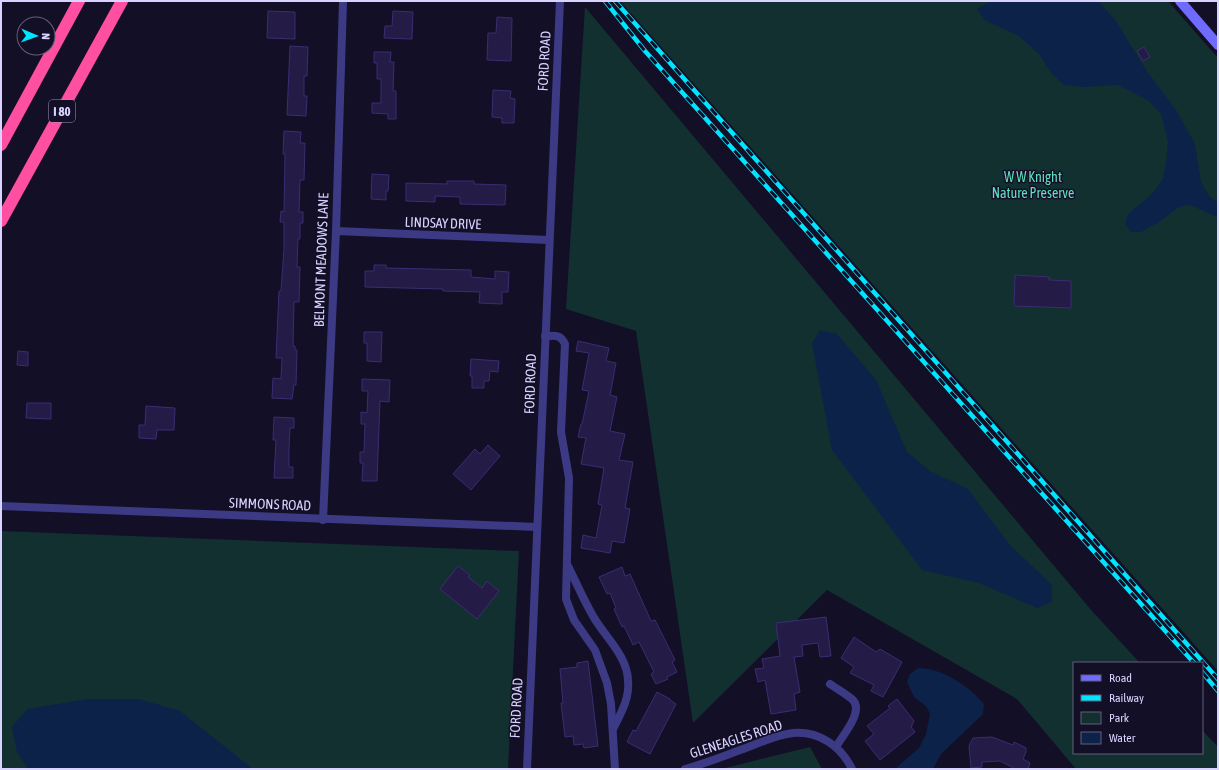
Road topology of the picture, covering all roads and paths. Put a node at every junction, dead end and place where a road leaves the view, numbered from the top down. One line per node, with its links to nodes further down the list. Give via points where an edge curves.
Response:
1 (79, 1): 7 (highway, I 80)
2 (122, 1): 8 (highway, I 80)
3 (343, 1): 9 (street, BELMONT MEADOWS LANE)
4 (560, 1): 10 (street, FORD ROAD)
5 (1180, 1): 6 (main road)
6 (1218, 45)
7 (1, 145)
8 (1, 221)
9 (336, 231): 10 (street, LINDSAY DRIVE); 13 (street, BELMONT MEADOWS LANE)
10 (549, 240): 11 (street, FORD ROAD)
11 (545, 336): 14 (street, FORD ROAD); 15 (street, via 558,336 565,344 561,432 568,478)
12 (1, 506): 13 (street, SIMMONS ROAD)
13 (323, 520): 14 (street, SIMMONS ROAD)
14 (537, 527): 19 (street, FORD ROAD)
15 (567, 563): 17 (street, via 566,599 574,620 601,665 611,704); 17 (street, via 593,616 626,668 626,702)
16 (830, 684): 18 (street, via 854,701 856,708 856,715)
17 (613, 730): 20 (street)
18 (836, 747): 21 (street, GLENEAGLES ROAD, via 812,735 792,733); 22 (street, GLENEAGLES ROAD)
19 (527, 769)
20 (615, 769)
21 (685, 769)
22 (852, 769)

......

Task requirements –
Return the entries verbatim without images.

Output –
Road topology of the picture, covering all roads and paths. Put a node at every junction, dead end and place where a road leaves the view, numbered from the top down. One line per node, with its links to nodes further down the list. Give via points where an edge curves.
Response:
1 (79, 1): 7 (highway, I 80)
2 (122, 1): 8 (highway, I 80)
3 (343, 1): 9 (street, BELMONT MEADOWS LANE)
4 (560, 1): 10 (street, FORD ROAD)
5 (1180, 1): 6 (main road)
6 (1218, 45)
7 (1, 145)
8 (1, 221)
9 (336, 231): 10 (street, LINDSAY DRIVE); 13 (street, BELMONT MEADOWS LANE)
10 (549, 240): 11 (street, FORD ROAD)
11 (545, 336): 14 (street, FORD ROAD); 15 (street, via 558,336 565,344 561,432 568,478)
12 (1, 506): 13 (street, SIMMONS ROAD)
13 (323, 520): 14 (street, SIMMONS ROAD)
14 (537, 527): 19 (street, FORD ROAD)
15 (567, 563): 17 (street, via 566,599 574,620 601,665 611,704); 17 (street, via 593,616 626,668 626,702)
16 (830, 684): 18 (street, via 854,701 856,708 856,715)
17 (613, 730): 20 (street)
18 (836, 747): 21 (street, GLENEAGLES ROAD, via 812,735 792,733); 22 (street, GLENEAGLES ROAD)
19 (527, 769)
20 (615, 769)
21 (685, 769)
22 (852, 769)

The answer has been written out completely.